[Stored data entries]
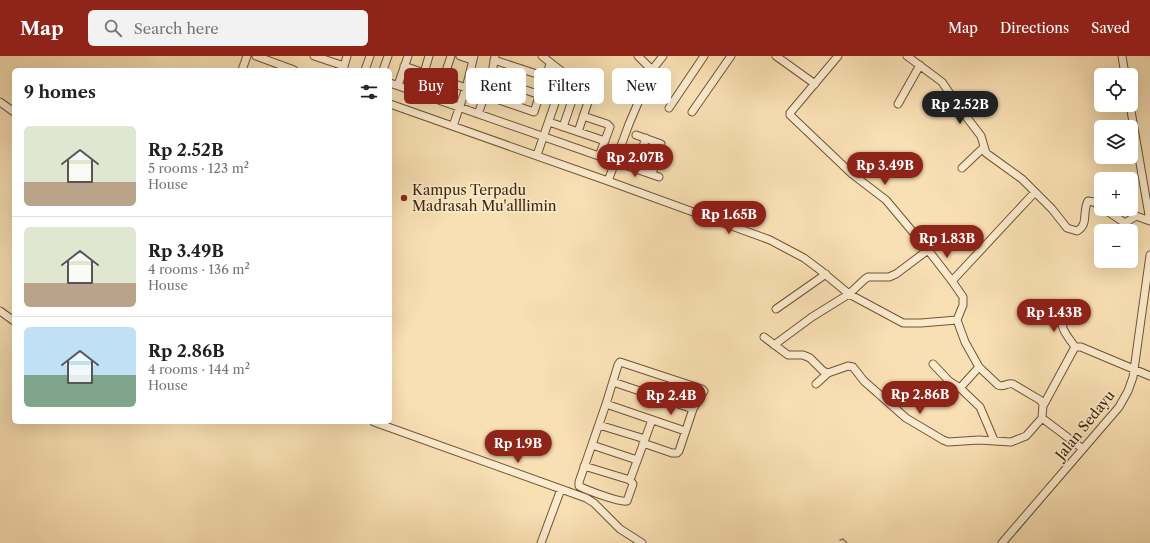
<!DOCTYPE html>
<meta charset="utf-8">
<style>
:root{--surface:#fff;--page:#f2f2f2;--text:#202124;--muted:#757577;--line:#e0e0e0;--accent:#8f2418}
body{margin:0;font-family:"Libre Caslon Text",serif;background:var(--page);color:var(--text);height:100vh;display:flex;flex-direction:column;font-size:15px;white-space:nowrap}
*{box-sizing:border-box;margin:0}
p{font-size:13px;color:var(--muted)}
.icon{flex:none;width:22px;height:22px;fill:none;stroke:currentColor;stroke-width:2;stroke-linecap:round;stroke-linejoin:round}
.map{position:relative;flex:1;overflow:hidden}
.side{position:absolute;left:12px;top:12px;width:380px;height:356px;display:flex;flex-direction:column;background:var(--surface);border-radius:6px;box-shadow:0 4px 16px #0002}
.side>*{flex:none}
.hud{position:absolute;left:404px;top:12px;width:380px;height:36px;display:flex;gap:8px}
.buttons{position:absolute;left:1094px;top:12px;display:grid;gap:8px}
.buttons a{display:grid;place-items:center;width:44px;height:44px;border-radius:6px;background:var(--surface);box-shadow:0 4px 16px #0002;font-size:20px}
.price{position:absolute;translate:-50% -34px;padding:0 9px;border-radius:14px;background:var(--accent);color:#fff;font-size:13px;line-height:26px;filter:drop-shadow(0 1px 2px #0008)}
.price::after{content:'';position:absolute;left:50%;top:24px;width:12px;height:9px;margin-left:-6px;background:inherit;clip-path:polygon(0 0,100% 0,50% 100%)}
.price.current{background:#222;color:#fff}
ul{padding:0;list-style:none}
li{display:flex;align-items:center;gap:12px;height:100px;padding:0 12px}
li+li{border-top:1px solid var(--line)}
li span{display:grid;place-items:center;flex:none;width:112px;height:80px;border-radius:6px;color:#555}
li>.icon{margin-inline-start:auto}
span .icon{width:48px;height:48px;fill:#fffc;stroke-width:1}
li b{font-size:17px}
h2{display:flex;justify-content:space-between;align-items:center;height:48px;padding:0 12px;font-size:17px}
.tag{padding:0 14px;border-radius:6px;background:var(--surface);box-shadow:0 4px 16px #0002;font-size:14px;line-height:36px}
.tag.current{background:var(--accent);color:#fff}
header{display:flex;align-items:center;gap:24px;box-sizing:border-box;height:56px;padding:0 20px;background:var(--accent);color:#fff}
header strong{font-size:19px}
nav{display:flex;gap:22px;margin-inline-start:auto;font-size:14px}
.search{width:280px;height:36px;background:var(--page);display:flex;align-items:center;gap:10px;box-sizing:border-box;padding:0 14px;border-radius:6px;color:var(--muted);font-size:15px}
.map>svg:first-child{display:block}
</style>
<header>
<strong>Map</strong>
<div class="search"><svg class="icon" aria-label="search" viewBox="0 0 24 24"><circle cx="10" cy="10" r="6"/><path d="M15 15l6 6"/></svg>Search here</div>
<nav><a>Map</a><a>Directions</a><a>Saved</a></nav>
</header>
<div class="map">
<svg width="1150" height="487" viewBox="0 0 1150 487">
<rect width="100%" height="100%" fill="#f9e0b4"/>
<filter id="stains"><feTurbulence type="fractalNoise" baseFrequency=".005" numOctaves="4"/><feColorMatrix values="0 0 0 0 .2 0 0 0 0 .09 0 0 0 0 .02 0 0 0 .5 -.17"/></filter>
<radialGradient id="worn" r=".72"><stop offset=".6" stop-color="#630" stop-opacity="0"/><stop offset="1" stop-color="#630" stop-opacity=".3"/></radialGradient>
<g fill="none" stroke-linecap="round" stroke-linejoin="round">
<path stroke="#7a7f70" stroke-width="1.5" d="M840 484 843 483 847 487
M1007 487 1109 368"/>
<g stroke="#705433" stroke-width="9">
<path id="minor" d="M256 0 294 14
M314 0 344 10
M460 0 472 4
M542 0 565 18 576 22 579 24 563 71
M638 0 652 14
M776 0 815 28
M838 0 790 57V59L852 118 886 144 928 194 952 225 963 241V249L957 264
M907 0 942 26 961 54 981 80 986 97 1022 123 1035 136
M1122 0 1125 19
M494 4 546 21
M404 10 466 32
M242 14 247 0
M343 14 347 0
M365 14 370 0
M383 14 388 0
M424 17 429 0
M491 22 540 39
M443 24 451 0
M390 27 659 121
M398 29 408 0
M485 39 534 56 550 8
M0 46 14 56
M390 48 608 125 770 184 804 202 820 214 849 238 903 267H921L957 264 965 286 979 311 998 329C1003 332 1008 326 1013 328L1040 344 1043 348 1042 362 1026 380 1011 386 979 384 948 386 943 384 906 362 864 325 853 311 848 310 828 317 823 315 810 302 803 299H788L764 281
M898 48 920 9
M1130 49 1150 165
M669 52 704 0
M692 56 731 0
M478 58 491 22 495 0
M583 60 607 68 610 71 599 100
M549 66 605 85
M453 70 466 32 474 0
M578 76 589 43
M636 79 661 88 652 118
M537 99 565 18
M962 112 983 92
M635 113 646 82
M608 125 629 68 652 14 663 0
M1104 153 1125 167 1136 160 1150 165
M952 225 1035 136 1052 153 1067 172 1077 175C1089 169 1082 155 1088 145L1094 146 1101 151
M776 253 826 218
M0 255 14 265
M1064 259C1058 272 1068 280 1075 291
M774 289 812 261 849 238 865 223 868 221H889L896 218 928 194
M933 308 949 325 960 332 980 351 994 384
M613 326 693 353
M816 328 828 317
M960 332 979 311
M606 348 685 375
M1043 350 1075 291H1081L1150 320
M1042 362 1083 393
M374 366 586 442 594 447 620 473 642 487
M599 369 645 383
M643 387 672 397H677L679 395 693 353 704 335 702 333 620 306 618 309 606 348 579 426V430C586 434 621 447 627 445L633 428 630 424 652 364
M592 389 637 404
M584 410 630 424
M541 487 561 433
M1002 487 1119 351 1128 335 1133 321 1150 199"/>
</g>
<use href="#minor" stroke="#fbebce" stroke-width="7"/>
</g>
<circle fill="#8f2418" stroke="#fbebce" stroke-width="1.5" cx="404" cy="142" r="4"/>
<g text-anchor="middle" stroke-width="3.5" stroke-linejoin="round" paint-order="stroke">
<g font-size="14" fill="#422508" stroke="#fbebce" text-anchor="start">
<text x="412" y="139">Kampus Terpadu<tspan x="412" dy="16">Madrasah Mu'alllimin</tspan></text>
</g>
<g font-size="14" fill="#422508" stroke="#fbebce">
<text transform="translate(1085 369) rotate(-51)" y="5">Jalan Sedayu</text>
</g>
</g>
<rect width="100%" height="100%" filter="url(#stains)"/>
<rect width="100%" height="100%" fill="url(#worn)"/>
</svg>
<div class="buttons">
<a><svg class="icon" aria-label="locate" viewBox="0 0 24 24"><circle cx="12" cy="12" r="6"/><path d="M12 2v4M12 18v4M2 12h4M18 12h4"/></svg></a>
<a><svg class="icon" aria-label="layers" viewBox="0 0 24 24"><path d="M12 4l9 5-9 5-9-5zM3 14l9 5 9-5"/></svg></a>
<a>+</a>
<a>−</a>
</div>
<b class="price current" style="left:960px;top:69px">Rp 2.52B</b>
<b class="price" style="left:635px;top:122px">Rp 2.07B</b>
<b class="price" style="left:885px;top:130px">Rp 3.49B</b>
<b class="price" style="left:729px;top:179px">Rp 1.65B</b>
<b class="price" style="left:947px;top:203px">Rp 1.83B</b>
<b class="price" style="left:1054px;top:277px">Rp 1.43B</b>
<b class="price" style="left:920px;top:359px">Rp 2.86B</b>
<b class="price" style="left:671px;top:360px">Rp 2.4B</b>
<b class="price" style="left:518px;top:408px">Rp 1.9B</b>
<div class="hud">
<a class="tag current">Buy</a>
<a class="tag">Rent</a>
<a class="tag">Filters</a>
<a class="tag">New</a>
</div>
<section class="side">
<h2>9 homes<svg class="icon" aria-label="filters" viewBox="0 0 24 24"><path d="M4 7h16M4 17h16"/><circle cx="9" cy="7" r="2"/><circle cx="15" cy="17" r="2"/></svg></h2>
<ul>
<li><span style="background:linear-gradient(#dfe7d0 70%,#b9a48a 0)"><svg class="icon" aria-label="home" viewBox="0 0 24 24"><path d="M3 11l9-7 9 7M6 9v11h12V9"/></svg></span><div><b>Rp 2.52B</b><p>5 rooms · 123 m²</p><p>House</p></div></li>
<li><span style="background:linear-gradient(#dfe7d0 70%,#b9a48a 0)"><svg class="icon" aria-label="home" viewBox="0 0 24 24"><path d="M3 11l9-7 9 7M6 9v11h12V9"/></svg></span><div><b>Rp 3.49B</b><p>4 rooms · 136 m²</p><p>House</p></div></li>
<li><span style="background:linear-gradient(#bfe0f5 60%,#7fa58c 0)"><svg class="icon" aria-label="home" viewBox="0 0 24 24"><path d="M3 11l9-7 9 7M6 9v11h12V9"/></svg></span><div><b>Rp 2.86B</b><p>4 rooms · 144 m²</p><p>House</p></div></li>
</ul>
</section>
</div>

Task prompt: Among the records above, only the lines between the line holding "M383 14 388 0" and the line holding "M599 369 645 383", inclusive, are to be output, exactly as written.

Exercise solution:
M383 14 388 0
M424 17 429 0
M491 22 540 39
M443 24 451 0
M390 27 659 121
M398 29 408 0
M485 39 534 56 550 8
M0 46 14 56
M390 48 608 125 770 184 804 202 820 214 849 238 903 267H921L957 264 965 286 979 311 998 329C1003 332 1008 326 1013 328L1040 344 1043 348 1042 362 1026 380 1011 386 979 384 948 386 943 384 906 362 864 325 853 311 848 310 828 317 823 315 810 302 803 299H788L764 281
M898 48 920 9
M1130 49 1150 165
M669 52 704 0
M692 56 731 0
M478 58 491 22 495 0
M583 60 607 68 610 71 599 100
M549 66 605 85
M453 70 466 32 474 0
M578 76 589 43
M636 79 661 88 652 118
M537 99 565 18
M962 112 983 92
M635 113 646 82
M608 125 629 68 652 14 663 0
M1104 153 1125 167 1136 160 1150 165
M952 225 1035 136 1052 153 1067 172 1077 175C1089 169 1082 155 1088 145L1094 146 1101 151
M776 253 826 218
M0 255 14 265
M1064 259C1058 272 1068 280 1075 291
M774 289 812 261 849 238 865 223 868 221H889L896 218 928 194
M933 308 949 325 960 332 980 351 994 384
M613 326 693 353
M816 328 828 317
M960 332 979 311
M606 348 685 375
M1043 350 1075 291H1081L1150 320
M1042 362 1083 393
M374 366 586 442 594 447 620 473 642 487
M599 369 645 383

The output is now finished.